Wget how to: Download multiple files

For downloading multiple files or weblinks at once just mentions them serially, like this

[shredder12]$ wget http://foo.bar/file1 http://foo.bar/file2

If you have a whole list of download activities then the best method is to store all of them in a file, one URL per line, and give the file as input to wget. Use the --input-file or -i option to do so.

[shredder12]$ wget -i list.txt

The file list.txt should contain the list of URLs. e.g the file list.txt should look something like this

http://foo.bar/file.tgz
http://10.2.3.4/downloads/somefile.ext
ftp://foo.bar/file.ext

Wget how to: Download files of a particular extension only (e.g all .pdf or all .jpeg files)

If you have used bash, you would know that *.pdf refers all the pdf files. The same convention can be used with wget too.

[shredder12]$ wget ftp://foo.bar/downloads/*.pdf

This should download all the pdf files available in the folder. Please note that, this only works for FTP.

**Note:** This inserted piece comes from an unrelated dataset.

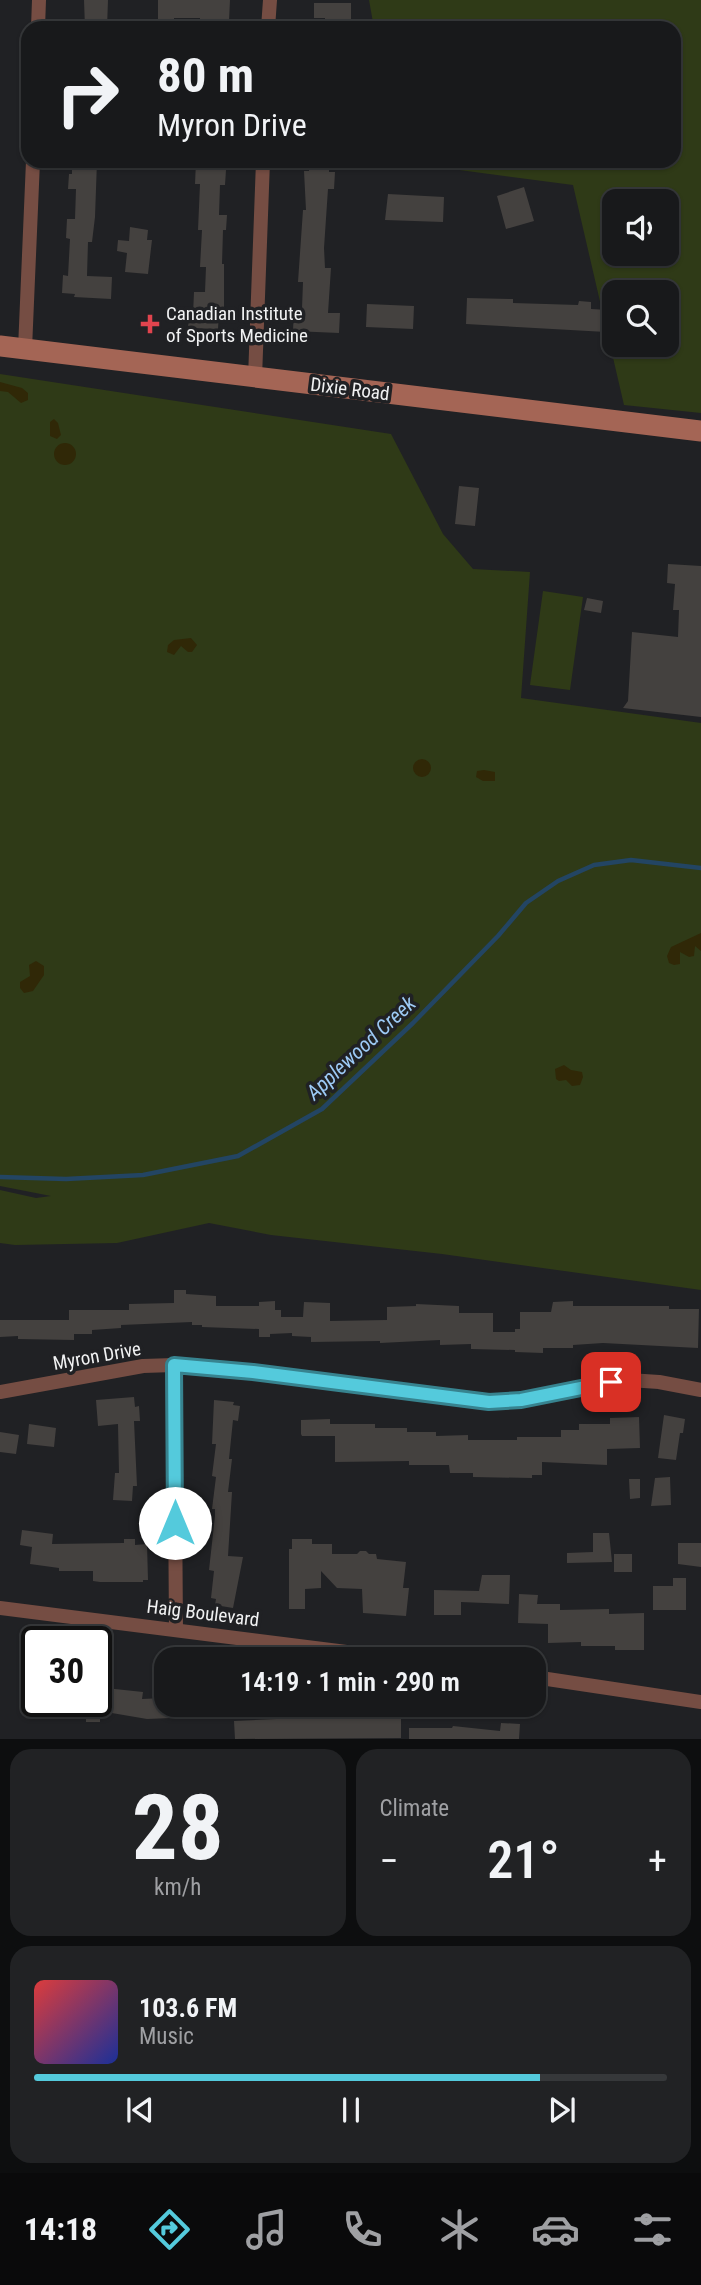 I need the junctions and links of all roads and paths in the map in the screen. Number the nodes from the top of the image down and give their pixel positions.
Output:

Wget how to: Set the name of output file

Use the --output-document=new_filename or -O to set the output file.

[shredder12]$ wget -O software.tgz http://foo.bar/file.tgz

This will rename file.tgz and rename it to software.tgz. This option, -O, is not just for renaming a file. If you are downloading multiple files and mention this option, instead of getting saved as separate files, they will be concatenated into a single one.

Wget how to: set the connection timeout

I mainly use wget in scripts which involves downloading of multiple files and I definitely don't want the download of a single file to become the bottleneck. So, in such cases its better to specify a timeout. The timeout is to tell wget that if its unable to start downloading within that period of time then abort it. It can be easily done using the -T or --timeout flag. It is mostly used with the --tries flag mentioned below

[shredder12]$ wget -T 5 http://foo.bar/file.tgz

Wget will timeout, if the download doesn't start within 5 seconds. You can even use decimal values, say 2.5

Wget how to: set the number of re-tries wget should do before quitting the download

Similar to the timeout flag, this is useful to prevent a single download from becoming the bottleneck. If a download fails a particular number of times then wget should move on to the next one. This is done using the --tries or -t option.

[shredder12]$ wget --tries=5 http://foo.bar/file.tgz

If the download fails, it will abort the operation after 5 tries. The default is 20. Use 0 for infinite.

Wget how to: Run wget in background and log all the output in a file

If you want wget to go to background after startup then use the --background or -b flag. Since, the output won't be printed now, the output messages will be logged. We can either mention the logfile or let the messages get logged in the file named wget-log, which is the default behaviour.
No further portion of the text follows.